Mister, sejak saat itu aku sering diam-diam mencuri waktu untuk bertemu Ruben. Kadang aku relakan mbolos sekolah untuk memenuhi janjian dengan Ruben yang juga membolos dari sekolah barunya. Hambatan yang terbentang di depan kami, semakin meneguhkan cinta kami. Bagiku, keindahan adalah ketika bersamanya di rumah kontrakannya dan memasak makan siang untuknya. Nonton teve berdua atau jingkrak jingkrak diiringi komposisi DJ kesukaan kami lewat VCD. Jalan-jalan ke pasar loak mencari kaset-kaset koleksi langka musik underground, atau memburu buku bekas berbahasa asing dimana orang lain tidak memperdulikannya. Kemampuan bahasa Inggris kami jadi meningkat, justru –maaf- bukan oleh karena apa yang oleh Anda ajarkan di kelas, mister. Pemahaman kami akan sosiologi, ekonomi dan politik juga membaik bukan karena diajar oleh kolega Anda, mister. Hingga suatu saat keyakinan kami akan peran moralitas sekolah juga mulai mengendur. Bagi kami, nilai-nilai moral yang diajarkan sekolah adalah simbol kemunafikan dan kepura-puraan belaka.
Mister, dari Psikoanalisis-nya Freud kami meyakini bahwa pada hakikatnya jiwa manusia adalah bebas. Dan puncak kebahagiaan manusia tercapai jika ia mampu mengaktualisasikan alam bawah sadarnya, yang, selama ini secara pengecut hanya muncul dan menikam lewat mimpi dan trance saat sakau. Kita tidak perlu ragu mengeksploitasi keinginan alam bawah sadar kita dengan sepenuh kesadaran dan keyakinan tertentu. Kita tidak perlu takut dengan kejujuran alami semacam itu, apalagi hanya atas kekangan moralitas. Bukankah moralitas hanyalah kesepakan sosial seperti yang dirumuskan Emille Durkheim lewat collective consciens-nya? Perzinahan dilarang juga atas kesepakatan suatu komunitas sosial, sementara di belahan bumi lain dihalalkan dengan pembatasan-pembatasan tertentu atas nama kesehatan biologis masyarakat. Free sex lebih menekankan kepada pentingnya kesehatan psikologis masyarakat, dengan memberi kewenangan penuh kepada setiap individu untuk secara sadar melakukan atau tidak melakukan. Bukankah, dulu nenek moyang kita juga menerapkan sex bebas?
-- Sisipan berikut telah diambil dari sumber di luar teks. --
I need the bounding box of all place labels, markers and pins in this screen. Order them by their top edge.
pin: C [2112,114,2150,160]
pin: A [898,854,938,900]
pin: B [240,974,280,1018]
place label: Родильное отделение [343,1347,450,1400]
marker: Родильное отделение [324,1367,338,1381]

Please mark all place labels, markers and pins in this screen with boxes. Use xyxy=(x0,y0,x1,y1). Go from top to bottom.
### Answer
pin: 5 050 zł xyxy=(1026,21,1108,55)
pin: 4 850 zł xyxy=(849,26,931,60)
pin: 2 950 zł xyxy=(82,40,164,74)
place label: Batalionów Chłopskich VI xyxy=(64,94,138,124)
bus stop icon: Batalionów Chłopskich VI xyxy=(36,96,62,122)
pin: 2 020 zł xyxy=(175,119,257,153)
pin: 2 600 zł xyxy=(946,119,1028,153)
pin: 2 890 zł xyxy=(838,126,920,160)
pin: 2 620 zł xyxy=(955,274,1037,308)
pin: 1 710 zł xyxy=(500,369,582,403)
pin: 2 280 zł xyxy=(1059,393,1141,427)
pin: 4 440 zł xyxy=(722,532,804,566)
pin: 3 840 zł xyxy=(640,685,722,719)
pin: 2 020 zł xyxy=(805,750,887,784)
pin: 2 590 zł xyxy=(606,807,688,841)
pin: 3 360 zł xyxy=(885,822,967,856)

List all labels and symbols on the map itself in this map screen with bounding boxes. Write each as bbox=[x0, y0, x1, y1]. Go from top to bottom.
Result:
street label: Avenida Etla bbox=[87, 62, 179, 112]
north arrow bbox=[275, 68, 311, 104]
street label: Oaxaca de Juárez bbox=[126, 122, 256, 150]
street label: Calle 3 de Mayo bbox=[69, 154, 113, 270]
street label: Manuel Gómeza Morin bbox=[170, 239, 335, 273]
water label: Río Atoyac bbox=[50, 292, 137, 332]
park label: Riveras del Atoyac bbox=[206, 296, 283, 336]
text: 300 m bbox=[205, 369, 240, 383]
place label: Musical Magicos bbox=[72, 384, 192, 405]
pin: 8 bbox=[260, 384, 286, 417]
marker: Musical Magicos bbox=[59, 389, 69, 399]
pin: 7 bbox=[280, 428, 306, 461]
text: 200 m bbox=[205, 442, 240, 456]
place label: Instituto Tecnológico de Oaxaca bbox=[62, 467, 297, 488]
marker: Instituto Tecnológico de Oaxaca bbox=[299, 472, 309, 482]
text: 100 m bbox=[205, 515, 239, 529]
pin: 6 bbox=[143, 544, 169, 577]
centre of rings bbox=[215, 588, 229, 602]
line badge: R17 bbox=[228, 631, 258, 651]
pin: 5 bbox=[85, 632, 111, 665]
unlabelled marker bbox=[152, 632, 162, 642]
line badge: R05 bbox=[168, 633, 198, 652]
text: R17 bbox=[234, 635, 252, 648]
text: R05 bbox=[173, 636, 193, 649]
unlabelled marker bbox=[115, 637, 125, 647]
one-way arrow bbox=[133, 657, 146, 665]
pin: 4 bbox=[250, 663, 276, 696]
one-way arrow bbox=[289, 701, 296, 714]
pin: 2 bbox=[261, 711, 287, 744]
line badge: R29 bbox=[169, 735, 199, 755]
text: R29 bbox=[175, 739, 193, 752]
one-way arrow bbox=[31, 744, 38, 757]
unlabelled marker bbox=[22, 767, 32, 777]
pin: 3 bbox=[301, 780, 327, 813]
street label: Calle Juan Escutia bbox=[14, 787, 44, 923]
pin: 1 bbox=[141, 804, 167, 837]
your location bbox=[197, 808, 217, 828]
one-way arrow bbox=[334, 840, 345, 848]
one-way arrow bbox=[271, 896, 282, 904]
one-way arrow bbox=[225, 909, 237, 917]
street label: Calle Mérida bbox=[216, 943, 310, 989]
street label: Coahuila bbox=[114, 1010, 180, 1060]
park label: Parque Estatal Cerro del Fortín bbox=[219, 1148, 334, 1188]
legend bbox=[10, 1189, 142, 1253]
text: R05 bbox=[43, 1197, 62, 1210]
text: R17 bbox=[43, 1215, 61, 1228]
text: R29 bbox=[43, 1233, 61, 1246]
Bukankah Adam dan Hawa tidak diikat oleh tali pernikahan yang sakral?
Mister, aku sudah tidak perawan...

Kutatap wajah teduh itu lekat-lekat untuk memastikan tidak setitik pun momentum kulewatkan saat Mr. Prast menyimak pengakuanku yang tripple X itu.
“Lalu, apa yang membuatmu gundah sayang?”
Gila!... dengan entengnya dia mengeluarkan kata-kata itu di sela hembusan asap rokok. Aku kelabakan, seluruh anak panah yang aku luncurkan tiba-tiba berbalik mengejarku. Lingkang pukang aku dibuatnya.
“Ruben diterima kuliah kedokteran di perguruan tinggi yang berbeda, mister...¿” aku sadar ini adalah pernyataan konyol.
“so, .. what?”
Aku terjebak. Oleh ranjau yang kubuat sendiri. Alangkah naifnya aku.

Mister, dalam sejarahnya kami mengalami berkali-kali putus-sambung. Mister tentu paham, pemicunya adalah gadis lain. Dia punya pengalaman menduakan aku berkali-kali bahkan dia juga telah merenggut kegadisannya. Saat ini, saat aku ingin konsentrasi dengan masa depan dia menggoyahkanku. Konsep masa depan yang kukembangkan adalah konsep gender yang berpihak kepada kesetaraan hak lelaki dan perempuan, aku ingin menjadi pribadi mandiri penghuni ‘kampung dunia’-nya Alvin Toffler- dengan membuang jauh-jauh Ruben ‘sang lelaki pengecut’ yang menyatakan kejantanan dengan menggandeng sebanyak-banyaknya perempuan. Aku mendaftar kuliah di jurusan sastra Inggris, yang aku pikir bisa menjadi titian bagiku untuk go international. Tiba-tiba Ruben mendesakku untuk kembali, dengan alasan aku adalah perempuan yang tepat untuknya di masa depan.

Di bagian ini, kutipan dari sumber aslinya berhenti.